Recommendation systems and search engines are necessary for apps to resolve information overload. Developing a recommendation system from scratch is expensive and time-consuming, and may fail to meet business requirements in time. In addition, a self-developed recommendation system may be unable to iterate with various algorithms. This topic describes how to use Machine Learning Platform for AI (PAI) of Alibaba Cloud to create data and models that are required by a recommendation system.
Architecture
A complete recommendation process involves the recall and sorting modules. The recall module selects a list of to-be-recommended items from a large number of existing items. The sorting module sorts items based on the correlation between each item in the to-be-recommended list and users. The following figure shows a recommendation process without PAI.
The following figure shows the architecture of a PAI-based recommendation system.A PAI-based recommendation system works based on the following rules:
Stores user, item, and behavior data in MaxCompute.
Uses DataWorks to preprocess data and create basic features.
Writes some feature vectors to Tablestore.
Uses recall and sorting algorithms in Machine Learning Studio to compute data.
Generates sorting models and deploys the models as RESTful APIs in Elastic Algorithm Service (EAS).
Writes recall results to Tablestore, uses AutoLearning to filter the recall results, and then deploys RESTful APIs in EAS based on the filtering results.
The following figure shows a complete PAI-based recommendation process.The recommendation system recommends items to users based on the following process: EAS obtains a recall list by using the recall service. AutoLearning reads feature data from Tablestore based on user IDs and item IDs, filters the feature data, and then sends the filtering result to EAS. EAS sorts the obtained data by using the sorting service and generates a list of to-be-recommended items.
References
Use FM-Embedding for matching recall: describes how to use FM-Embedding for matching recall.
Cold start scenarios
To recommend a large number of items, you can use the title and body of an article to train a Doc2Vec model and generate a vector for each item. For more information, see Doc2Vec.
Then, you can use Elasticsearch together with a vector search plug-in to recall the vectors that are similar to each generated vector. We recommend that you classify items and search for similar vectors based on the categories of items. If items are not classified, you can label specific items and use the labeled items as a classification model.

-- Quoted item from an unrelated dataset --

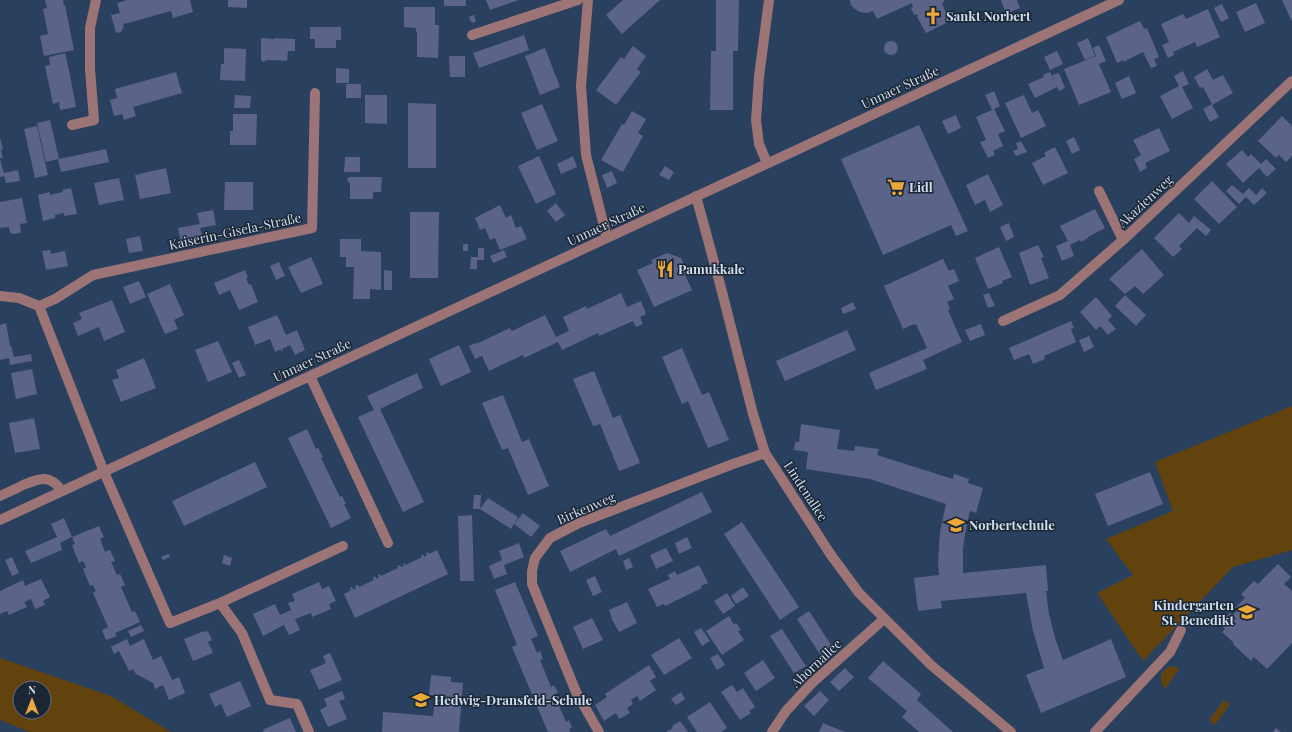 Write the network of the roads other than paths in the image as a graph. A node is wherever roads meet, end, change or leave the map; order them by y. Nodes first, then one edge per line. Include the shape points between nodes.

Recommendation based on user behavior
If the data that is required for cold start and user click data are available, you can implement recommendation by using the following method:
Use the click sequences of users to calculate the relationships between items. You can use the word2vec algorithm in natural language processing to treat multiple items that each user clicks as a sentence and cleanse the sequence. For example, you can configure each sequence to contain only the items that belong to the same category or session, or the items that are repeatedly clicked by a user within 30 minutes. For more information, see Word2Vec.
After you obtain sufficient user and item data, you can use the collaborative filtering algorithm named etrec or the matrix factorization algorithm to obtain item-item data. For more information, see Configure the component .
NoteYou can set the weight parameter for the etrec algorithm. For example, you can use the weight parameter to set different weights for the following operations: click, add to favorites, and purchase.
After you obtain the item click logs and exposure logs, you can use the Gradient Boosting Decision Tree (GBDT) model or a tree model such as PS-SMART to sort feature data of users and items. The GBDT model frees you from feature engineering. For more information, see Configure the component or GBDT Regression.
Use one of the following methods to mine features, including features of users and items, feature crosses of users and items, and context features:
Perform feature engineering. For more information, see Feature engineering.
Use the Auto Feature Cross component of PAI to mine feature crosses. For more information, see Use AutoML for automatic feature engineering.
Use the Factorization Machine (FM) algorithm to mine second-order feature crosses. For more information, see Use FM-Embedding for matching recall.
After a model is trained, deploy the model as a RESTful API in EAS. For more information, see Deploy a model service in the PAI console.
Use the TextRank algorithm to extract keywords and mine labels from item data.